··· Records ···

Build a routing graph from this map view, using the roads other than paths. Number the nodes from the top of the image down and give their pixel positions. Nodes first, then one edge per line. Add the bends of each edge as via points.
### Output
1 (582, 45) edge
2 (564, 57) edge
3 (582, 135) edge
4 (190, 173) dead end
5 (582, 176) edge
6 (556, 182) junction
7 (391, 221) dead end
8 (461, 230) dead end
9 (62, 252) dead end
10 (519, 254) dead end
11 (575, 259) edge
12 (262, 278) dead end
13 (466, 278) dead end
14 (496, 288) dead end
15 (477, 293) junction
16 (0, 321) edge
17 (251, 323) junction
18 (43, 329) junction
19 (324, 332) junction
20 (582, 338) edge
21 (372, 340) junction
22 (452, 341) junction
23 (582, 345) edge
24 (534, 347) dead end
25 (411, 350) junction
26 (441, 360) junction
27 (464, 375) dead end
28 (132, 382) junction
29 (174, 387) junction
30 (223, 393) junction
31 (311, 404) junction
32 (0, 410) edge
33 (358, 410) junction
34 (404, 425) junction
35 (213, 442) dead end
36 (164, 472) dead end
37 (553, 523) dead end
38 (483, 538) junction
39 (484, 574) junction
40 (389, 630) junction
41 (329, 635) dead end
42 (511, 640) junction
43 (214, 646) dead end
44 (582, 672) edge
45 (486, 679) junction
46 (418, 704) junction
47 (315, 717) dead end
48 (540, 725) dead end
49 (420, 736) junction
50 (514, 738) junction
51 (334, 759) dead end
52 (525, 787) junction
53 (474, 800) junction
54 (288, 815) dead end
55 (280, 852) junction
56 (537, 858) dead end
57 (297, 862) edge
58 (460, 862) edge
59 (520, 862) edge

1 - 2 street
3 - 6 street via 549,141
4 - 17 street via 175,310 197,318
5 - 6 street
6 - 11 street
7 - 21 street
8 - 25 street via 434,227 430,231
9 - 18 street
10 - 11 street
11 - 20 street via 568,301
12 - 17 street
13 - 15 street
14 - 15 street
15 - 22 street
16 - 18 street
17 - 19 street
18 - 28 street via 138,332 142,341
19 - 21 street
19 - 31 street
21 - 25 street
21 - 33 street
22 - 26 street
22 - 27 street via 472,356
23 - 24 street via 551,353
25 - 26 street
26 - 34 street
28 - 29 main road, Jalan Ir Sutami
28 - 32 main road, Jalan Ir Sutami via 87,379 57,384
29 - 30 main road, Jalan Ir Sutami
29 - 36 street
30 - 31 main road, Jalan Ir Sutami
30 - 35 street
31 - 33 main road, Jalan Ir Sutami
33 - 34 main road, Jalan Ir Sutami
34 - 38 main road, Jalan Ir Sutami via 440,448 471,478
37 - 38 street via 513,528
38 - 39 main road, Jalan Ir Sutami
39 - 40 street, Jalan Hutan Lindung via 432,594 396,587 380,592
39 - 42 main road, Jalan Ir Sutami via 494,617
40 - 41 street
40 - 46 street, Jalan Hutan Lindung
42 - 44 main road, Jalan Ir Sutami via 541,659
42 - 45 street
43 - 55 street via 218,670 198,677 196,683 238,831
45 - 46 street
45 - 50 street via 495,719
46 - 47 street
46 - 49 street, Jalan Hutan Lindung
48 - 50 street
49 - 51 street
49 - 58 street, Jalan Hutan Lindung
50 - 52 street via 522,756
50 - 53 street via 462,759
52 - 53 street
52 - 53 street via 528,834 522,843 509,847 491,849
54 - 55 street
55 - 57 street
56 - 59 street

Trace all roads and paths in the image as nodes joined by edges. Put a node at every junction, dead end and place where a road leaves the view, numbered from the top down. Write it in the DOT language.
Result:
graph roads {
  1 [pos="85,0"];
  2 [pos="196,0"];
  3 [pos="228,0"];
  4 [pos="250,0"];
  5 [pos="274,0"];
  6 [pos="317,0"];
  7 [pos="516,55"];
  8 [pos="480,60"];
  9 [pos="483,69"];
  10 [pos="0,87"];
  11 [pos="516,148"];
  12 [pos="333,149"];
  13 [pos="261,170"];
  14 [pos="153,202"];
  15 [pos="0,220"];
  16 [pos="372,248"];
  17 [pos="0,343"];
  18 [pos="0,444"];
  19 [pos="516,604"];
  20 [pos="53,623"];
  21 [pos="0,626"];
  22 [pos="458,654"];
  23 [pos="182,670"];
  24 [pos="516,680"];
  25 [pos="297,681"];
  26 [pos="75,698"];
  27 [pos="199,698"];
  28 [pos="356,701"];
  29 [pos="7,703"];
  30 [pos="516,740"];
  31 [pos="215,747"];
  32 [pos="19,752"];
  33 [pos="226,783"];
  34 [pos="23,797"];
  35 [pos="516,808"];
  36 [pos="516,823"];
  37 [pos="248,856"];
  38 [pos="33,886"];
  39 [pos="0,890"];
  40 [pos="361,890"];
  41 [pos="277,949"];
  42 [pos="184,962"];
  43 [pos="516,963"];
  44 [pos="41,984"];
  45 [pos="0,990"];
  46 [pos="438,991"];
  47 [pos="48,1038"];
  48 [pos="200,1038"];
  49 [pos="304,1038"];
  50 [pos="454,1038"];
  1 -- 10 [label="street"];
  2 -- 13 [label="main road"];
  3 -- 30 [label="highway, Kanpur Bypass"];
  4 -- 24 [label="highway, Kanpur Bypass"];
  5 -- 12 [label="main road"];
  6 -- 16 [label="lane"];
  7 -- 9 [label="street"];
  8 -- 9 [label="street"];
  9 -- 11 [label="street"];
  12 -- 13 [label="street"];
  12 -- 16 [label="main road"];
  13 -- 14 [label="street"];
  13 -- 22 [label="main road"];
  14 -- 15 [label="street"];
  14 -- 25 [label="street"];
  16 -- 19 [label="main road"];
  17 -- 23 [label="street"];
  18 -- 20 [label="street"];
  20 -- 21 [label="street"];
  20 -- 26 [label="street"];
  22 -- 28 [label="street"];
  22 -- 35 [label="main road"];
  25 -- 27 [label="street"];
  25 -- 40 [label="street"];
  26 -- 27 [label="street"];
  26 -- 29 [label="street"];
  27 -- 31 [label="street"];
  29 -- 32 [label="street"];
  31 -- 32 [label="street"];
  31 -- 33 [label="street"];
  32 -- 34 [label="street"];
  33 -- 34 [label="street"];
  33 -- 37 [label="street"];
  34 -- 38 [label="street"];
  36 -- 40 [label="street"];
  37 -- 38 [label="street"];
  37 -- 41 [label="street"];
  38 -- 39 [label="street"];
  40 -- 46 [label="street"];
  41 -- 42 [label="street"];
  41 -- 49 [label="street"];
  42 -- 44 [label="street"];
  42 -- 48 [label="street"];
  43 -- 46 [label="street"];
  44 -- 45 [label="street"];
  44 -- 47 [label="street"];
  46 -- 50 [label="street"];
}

···

**What the exercise asks**
A verbatim copy of every entry is needed.

**Solution for this task**
Build a routing graph from this map view, using the roads other than paths. Number the nodes from the top of the image down and give their pixel positions. Nodes first, then one edge per line. Add the bends of each edge as via points.
### Output
1 (582, 45) edge
2 (564, 57) edge
3 (582, 135) edge
4 (190, 173) dead end
5 (582, 176) edge
6 (556, 182) junction
7 (391, 221) dead end
8 (461, 230) dead end
9 (62, 252) dead end
10 (519, 254) dead end
11 (575, 259) edge
12 (262, 278) dead end
13 (466, 278) dead end
14 (496, 288) dead end
15 (477, 293) junction
16 (0, 321) edge
17 (251, 323) junction
18 (43, 329) junction
19 (324, 332) junction
20 (582, 338) edge
21 (372, 340) junction
22 (452, 341) junction
23 (582, 345) edge
24 (534, 347) dead end
25 (411, 350) junction
26 (441, 360) junction
27 (464, 375) dead end
28 (132, 382) junction
29 (174, 387) junction
30 (223, 393) junction
31 (311, 404) junction
32 (0, 410) edge
33 (358, 410) junction
34 (404, 425) junction
35 (213, 442) dead end
36 (164, 472) dead end
37 (553, 523) dead end
38 (483, 538) junction
39 (484, 574) junction
40 (389, 630) junction
41 (329, 635) dead end
42 (511, 640) junction
43 (214, 646) dead end
44 (582, 672) edge
45 (486, 679) junction
46 (418, 704) junction
47 (315, 717) dead end
48 (540, 725) dead end
49 (420, 736) junction
50 (514, 738) junction
51 (334, 759) dead end
52 (525, 787) junction
53 (474, 800) junction
54 (288, 815) dead end
55 (280, 852) junction
56 (537, 858) dead end
57 (297, 862) edge
58 (460, 862) edge
59 (520, 862) edge

1 - 2 street
3 - 6 street via 549,141
4 - 17 street via 175,310 197,318
5 - 6 street
6 - 11 street
7 - 21 street
8 - 25 street via 434,227 430,231
9 - 18 street
10 - 11 street
11 - 20 street via 568,301
12 - 17 street
13 - 15 street
14 - 15 street
15 - 22 street
16 - 18 street
17 - 19 street
18 - 28 street via 138,332 142,341
19 - 21 street
19 - 31 street
21 - 25 street
21 - 33 street
22 - 26 street
22 - 27 street via 472,356
23 - 24 street via 551,353
25 - 26 street
26 - 34 street
28 - 29 main road, Jalan Ir Sutami
28 - 32 main road, Jalan Ir Sutami via 87,379 57,384
29 - 30 main road, Jalan Ir Sutami
29 - 36 street
30 - 31 main road, Jalan Ir Sutami
30 - 35 street
31 - 33 main road, Jalan Ir Sutami
33 - 34 main road, Jalan Ir Sutami
34 - 38 main road, Jalan Ir Sutami via 440,448 471,478
37 - 38 street via 513,528
38 - 39 main road, Jalan Ir Sutami
39 - 40 street, Jalan Hutan Lindung via 432,594 396,587 380,592
39 - 42 main road, Jalan Ir Sutami via 494,617
40 - 41 street
40 - 46 street, Jalan Hutan Lindung
42 - 44 main road, Jalan Ir Sutami via 541,659
42 - 45 street
43 - 55 street via 218,670 198,677 196,683 238,831
45 - 46 street
45 - 50 street via 495,719
46 - 47 street
46 - 49 street, Jalan Hutan Lindung
48 - 50 street
49 - 51 street
49 - 58 street, Jalan Hutan Lindung
50 - 52 street via 522,756
50 - 53 street via 462,759
52 - 53 street
52 - 53 street via 528,834 522,843 509,847 491,849
54 - 55 street
55 - 57 street
56 - 59 street

Trace all roads and paths in the image as nodes joined by edges. Put a node at every junction, dead end and place where a road leaves the view, numbered from the top down. Write it in the DOT language.
Result:
graph roads {
  1 [pos="85,0"];
  2 [pos="196,0"];
  3 [pos="228,0"];
  4 [pos="250,0"];
  5 [pos="274,0"];
  6 [pos="317,0"];
  7 [pos="516,55"];
  8 [pos="480,60"];
  9 [pos="483,69"];
  10 [pos="0,87"];
  11 [pos="516,148"];
  12 [pos="333,149"];
  13 [pos="261,170"];
  14 [pos="153,202"];
  15 [pos="0,220"];
  16 [pos="372,248"];
  17 [pos="0,343"];
  18 [pos="0,444"];
  19 [pos="516,604"];
  20 [pos="53,623"];
  21 [pos="0,626"];
  22 [pos="458,654"];
  23 [pos="182,670"];
  24 [pos="516,680"];
  25 [pos="297,681"];
  26 [pos="75,698"];
  27 [pos="199,698"];
  28 [pos="356,701"];
  29 [pos="7,703"];
  30 [pos="516,740"];
  31 [pos="215,747"];
  32 [pos="19,752"];
  33 [pos="226,783"];
  34 [pos="23,797"];
  35 [pos="516,808"];
  36 [pos="516,823"];
  37 [pos="248,856"];
  38 [pos="33,886"];
  39 [pos="0,890"];
  40 [pos="361,890"];
  41 [pos="277,949"];
  42 [pos="184,962"];
  43 [pos="516,963"];
  44 [pos="41,984"];
  45 [pos="0,990"];
  46 [pos="438,991"];
  47 [pos="48,1038"];
  48 [pos="200,1038"];
  49 [pos="304,1038"];
  50 [pos="454,1038"];
  1 -- 10 [label="street"];
  2 -- 13 [label="main road"];
  3 -- 30 [label="highway, Kanpur Bypass"];
  4 -- 24 [label="highway, Kanpur Bypass"];
  5 -- 12 [label="main road"];
  6 -- 16 [label="lane"];
  7 -- 9 [label="street"];
  8 -- 9 [label="street"];
  9 -- 11 [label="street"];
  12 -- 13 [label="street"];
  12 -- 16 [label="main road"];
  13 -- 14 [label="street"];
  13 -- 22 [label="main road"];
  14 -- 15 [label="street"];
  14 -- 25 [label="street"];
  16 -- 19 [label="main road"];
  17 -- 23 [label="street"];
  18 -- 20 [label="street"];
  20 -- 21 [label="street"];
  20 -- 26 [label="street"];
  22 -- 28 [label="street"];
  22 -- 35 [label="main road"];
  25 -- 27 [label="street"];
  25 -- 40 [label="street"];
  26 -- 27 [label="street"];
  26 -- 29 [label="street"];
  27 -- 31 [label="street"];
  29 -- 32 [label="street"];
  31 -- 32 [label="street"];
  31 -- 33 [label="street"];
  32 -- 34 [label="street"];
  33 -- 34 [label="street"];
  33 -- 37 [label="street"];
  34 -- 38 [label="street"];
  36 -- 40 [label="street"];
  37 -- 38 [label="street"];
  37 -- 41 [label="street"];
  38 -- 39 [label="street"];
  40 -- 46 [label="street"];
  41 -- 42 [label="street"];
  41 -- 49 [label="street"];
  42 -- 44 [label="street"];
  42 -- 48 [label="street"];
  43 -- 46 [label="street"];
  44 -- 45 [label="street"];
  44 -- 47 [label="street"];
  46 -- 50 [label="street"];
}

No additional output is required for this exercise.